Segment Open

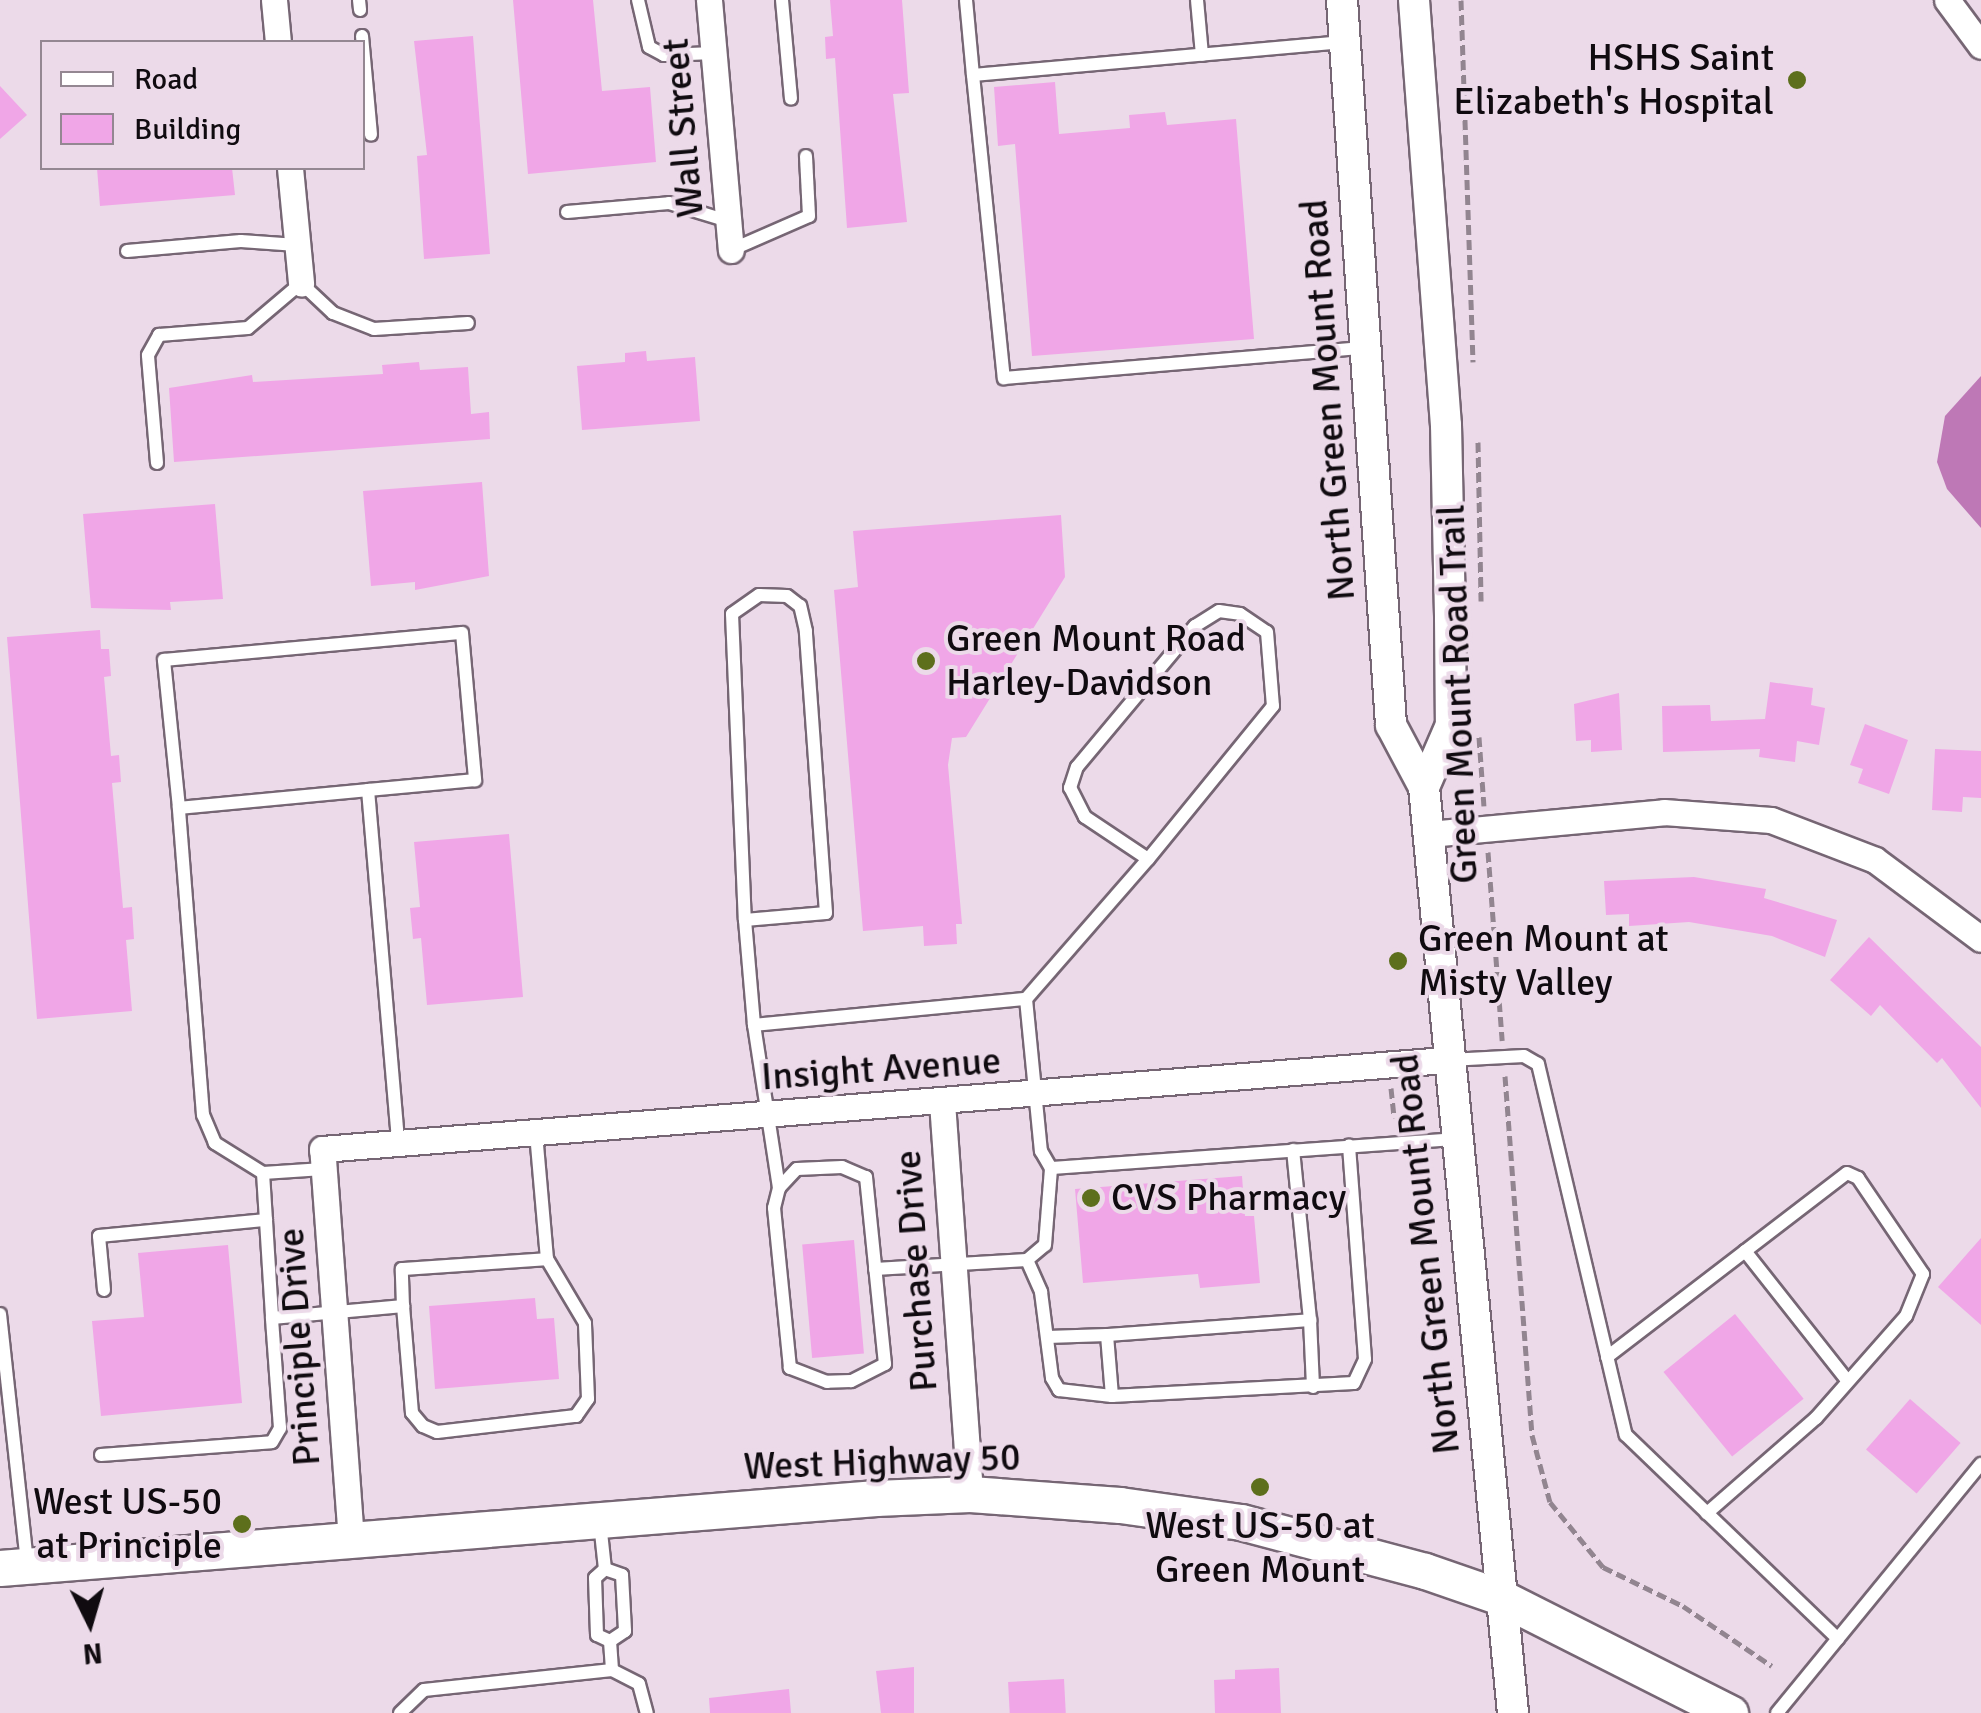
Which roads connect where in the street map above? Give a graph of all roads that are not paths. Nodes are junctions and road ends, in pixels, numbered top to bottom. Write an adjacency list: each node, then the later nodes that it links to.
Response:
1 (274, 0): 11 (street)
2 (638, 0): 15 (lane)
3 (709, 0): 15 (street, Wall Street)
4 (782, 0): 19 (lane)
5 (966, 0): 17 (lane)
6 (1197, 0): 16 (lane)
7 (1342, 0): 13 (street, North Green Mount Road)
8 (1414, 0): 32 (street, North Green Mount Road)
9 (1947, 0): 14 (street)
10 (362, 36): 12 (lane)
11 (278, 40)
12 (362, 40)
13 (1344, 42): 16 (lane); 30 (street, North Green Mount Road)
14 (1981, 46)
15 (714, 53): 24 (street, Wall Street)
16 (1202, 55): 17 (lane)
17 (973, 75): 30 (lane)
18 (365, 86): 20 (lane)
19 (791, 100)
20 (371, 135)
21 (806, 156): 26 (lane)
22 (290, 170): 25 (street)
23 (567, 212): 24 (lane)
24 (728, 221): 26 (street, Wall Street)
25 (298, 245): 27 (lane); 28 (street)
26 (731, 250)
27 (127, 251)
28 (301, 282): 29 (lane); 31 (lane)
29 (468, 322)
30 (1364, 348): 32 (street, North Green Mount Road)
31 (157, 463)
32 (1424, 788): 35 (street, North Green Mount Road)
33 (368, 790): 34 (lane); 34 (lane); 47 (lane)
34 (179, 808): 52 (lane)
35 (1429, 834): 38 (street); 41 (street, North Green Mount Road)
36 (1148, 859): 36 (lane); 39 (lane)
37 (745, 920): 37 (lane); 40 (lane)
38 (1977, 925)
39 (1026, 998): 40 (lane); 42 (lane)
40 (754, 1025): 44 (lane)
41 (1446, 1060): 42 (street, Insight Avenue); 46 (street, North Green Mount Road); 68 (lane)
42 (1036, 1094): 43 (street, Insight Avenue); 51 (lane)
43 (942, 1102): 44 (street, Insight Avenue); 58 (street, Purchase Drive)
44 (763, 1116): 45 (street, Insight Avenue); 53 (lane)
45 (536, 1133): 47 (street, Insight Avenue); 56 (lane)
46 (1455, 1139): 48 (lane); 81 (street, North Green Mount Road)
47 (398, 1143): 50 (street, Insight Avenue)
48 (1349, 1146): 49 (lane); 70 (lane)
49 (1292, 1150): 51 (lane); 65 (lane)
50 (323, 1159): 52 (lane); 62 (street, Principle Drive)
51 (1051, 1168): 57 (lane)
52 (263, 1173): 54 (lane)
53 (779, 1188): 59 (lane); 59 (lane)
54 (266, 1220): 60 (lane); 64 (lane)
55 (1745, 1250): 68 (lane); 69 (lane); 69 (lane)
56 (547, 1259): 61 (lane); 61 (lane)
57 (1027, 1260): 58 (lane); 67 (lane)
58 (953, 1264): 59 (lane); 75 (street, Purchase Drive)
59 (875, 1269)
60 (104, 1290)
61 (403, 1306): 62 (lane)
62 (332, 1311): 64 (lane); 78 (street, Principle Drive)
63 (0, 1314): 72 (lane)
64 (272, 1318): 73 (lane)
65 (1310, 1320): 66 (lane); 70 (lane)
66 (1107, 1335): 67 (lane); 71 (lane)
67 (1047, 1338): 71 (lane)
68 (1607, 1358): 76 (lane)
69 (1848, 1380): 76 (lane)
70 (1312, 1388): 71 (lane)
71 (1112, 1396)
72 (6, 1447): 79 (lane)
73 (102, 1456)
74 (1981, 1464): 82 (lane)
75 (970, 1494): 77 (main road, West Highway 50); 81 (main road, West Highway 50)
76 (1706, 1513): 82 (lane)
77 (600, 1521): 78 (main road, West Highway 50); 80 (lane)
78 (351, 1540): 79 (main road, West Highway 50)
79 (14, 1567)
80 (606, 1569): 83 (lane); 83 (lane)
81 (1500, 1597): 87 (street, North Green Mount Road); 88 (main road, West Highway 50)
82 (1838, 1639): 89 (lane)
83 (610, 1642): 84 (lane)
84 (612, 1670): 85 (lane); 86 (lane)
85 (400, 1713)
86 (647, 1713)
87 (1513, 1713)
88 (1730, 1713)
89 (1778, 1713)

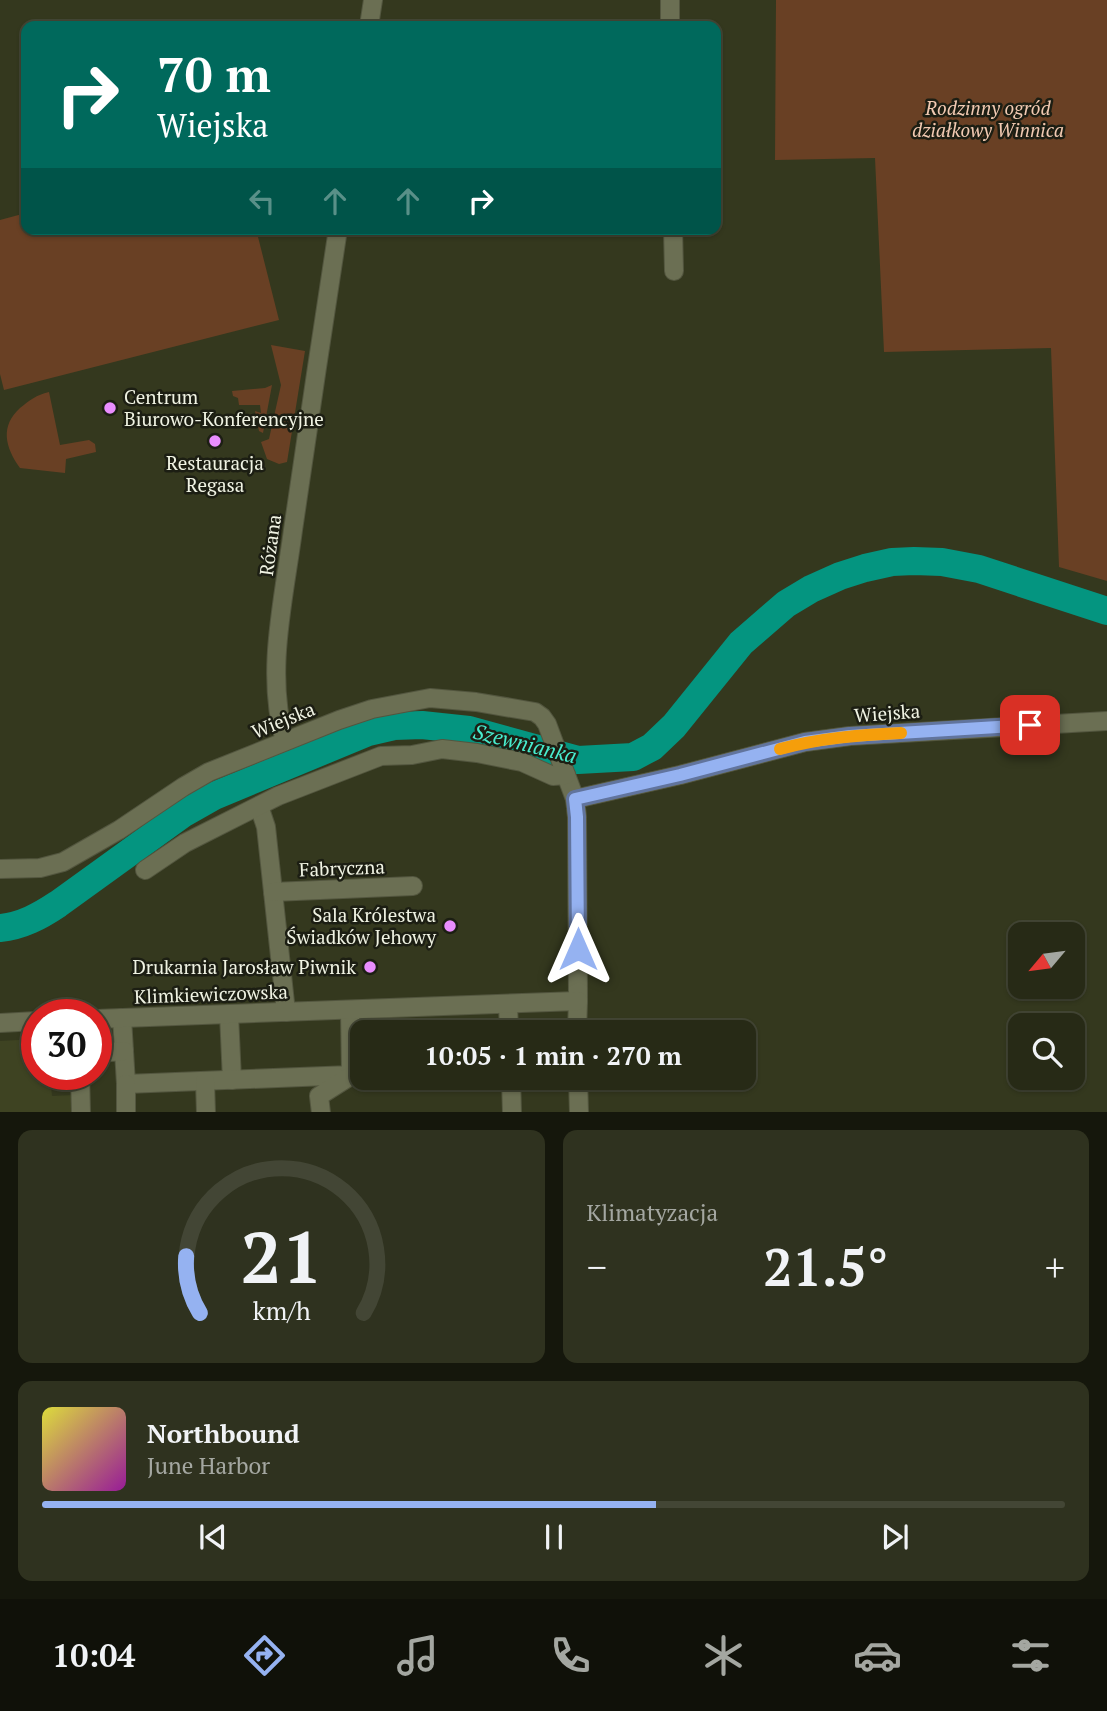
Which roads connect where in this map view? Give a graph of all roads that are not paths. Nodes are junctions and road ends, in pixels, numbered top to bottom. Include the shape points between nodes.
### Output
1 (373, 0) edge
2 (670, 0) edge
3 (370, 21) edge
4 (670, 21) edge
5 (337, 235) edge
6 (673, 235) edge
7 (674, 271) dead end
8 (1107, 721) edge
9 (285, 741) junction
10 (566, 775) junction
11 (575, 799) junction
12 (259, 806) junction
13 (0, 869) edge
14 (145, 870) dead end
15 (413, 887) dead end
16 (273, 892) junction
17 (578, 1002) junction
18 (508, 1004) junction
19 (350, 1010) junction
20 (286, 1012) junction
21 (229, 1014) junction
22 (112, 1018) edge
23 (122, 1018) junction
24 (351, 1020) edge
25 (509, 1020) edge
26 (577, 1020) edge
27 (21, 1022) edge
28 (0, 1023) edge
29 (124, 1051) junction
30 (112, 1052) edge
31 (350, 1075) edge
32 (350, 1078) edge
33 (232, 1080) junction
34 (205, 1081) junction
35 (126, 1084) junction
36 (80, 1090) edge
37 (511, 1090) edge
38 (578, 1090) edge
39 (81, 1112) edge
40 (126, 1112) edge
41 (206, 1112) edge
42 (321, 1112) edge
43 (512, 1112) edge
44 (579, 1112) edge

1 - 3 street
2 - 4 street
5 - 9 street, Różana via 276,654
6 - 7 street
8 - 11 street, Wiejska via 805,742
9 - 10 street, Wiejska via 372,709 430,698 476,702 542,717
9 - 13 street, Wiejska via 209,772 63,862
10 - 11 street, Wiejska
10 - 12 street via 553,776 522,762 442,749 381,756
11 - 17 street
12 - 14 street
12 - 16 street, Fabryczna via 266,827
15 - 16 street, Fabryczna
16 - 20 street, Fabryczna
17 - 18 street, Klimkiewiczowska
17 - 26 street
18 - 19 street, Klimkiewiczowska
18 - 25 street
19 - 20 street, Klimkiewiczowska
19 - 24 street
20 - 21 street, Klimkiewiczowska
21 - 23 street, Klimkiewiczowska
21 - 33 street
22 - 23 street, Klimkiewiczowska
23 - 29 street
27 - 28 street
29 - 30 street
29 - 35 street
31 - 33 street
32 - 42 street via 319,1096
33 - 34 street
34 - 35 street
34 - 41 street
35 - 40 street
36 - 39 street
37 - 43 street
38 - 44 street

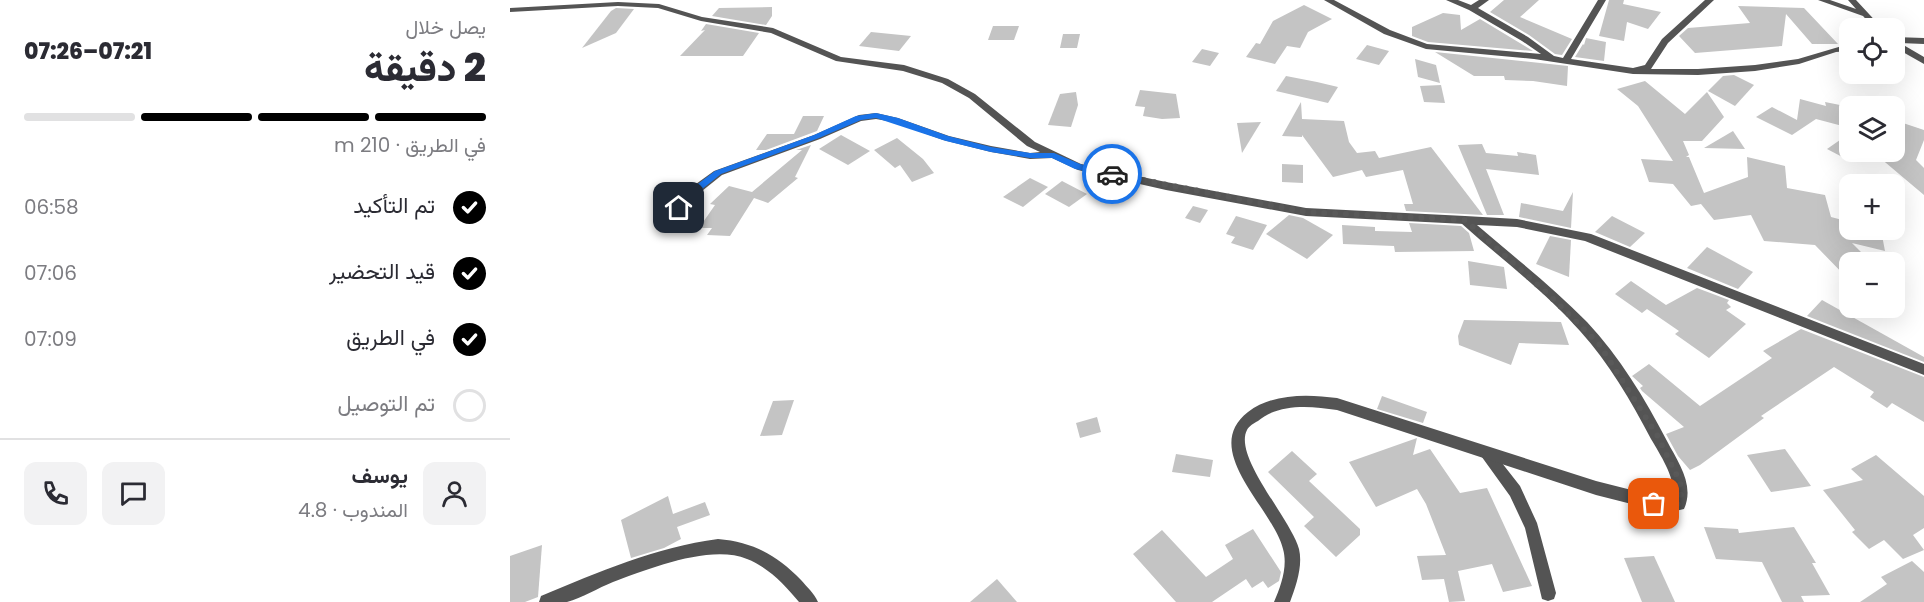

Segment Closed

● **ACTIVITY**
A single number is the expected reply: the number of lines in the listing that contain the string "main".

● **OUTPUT OF THE TASK**
4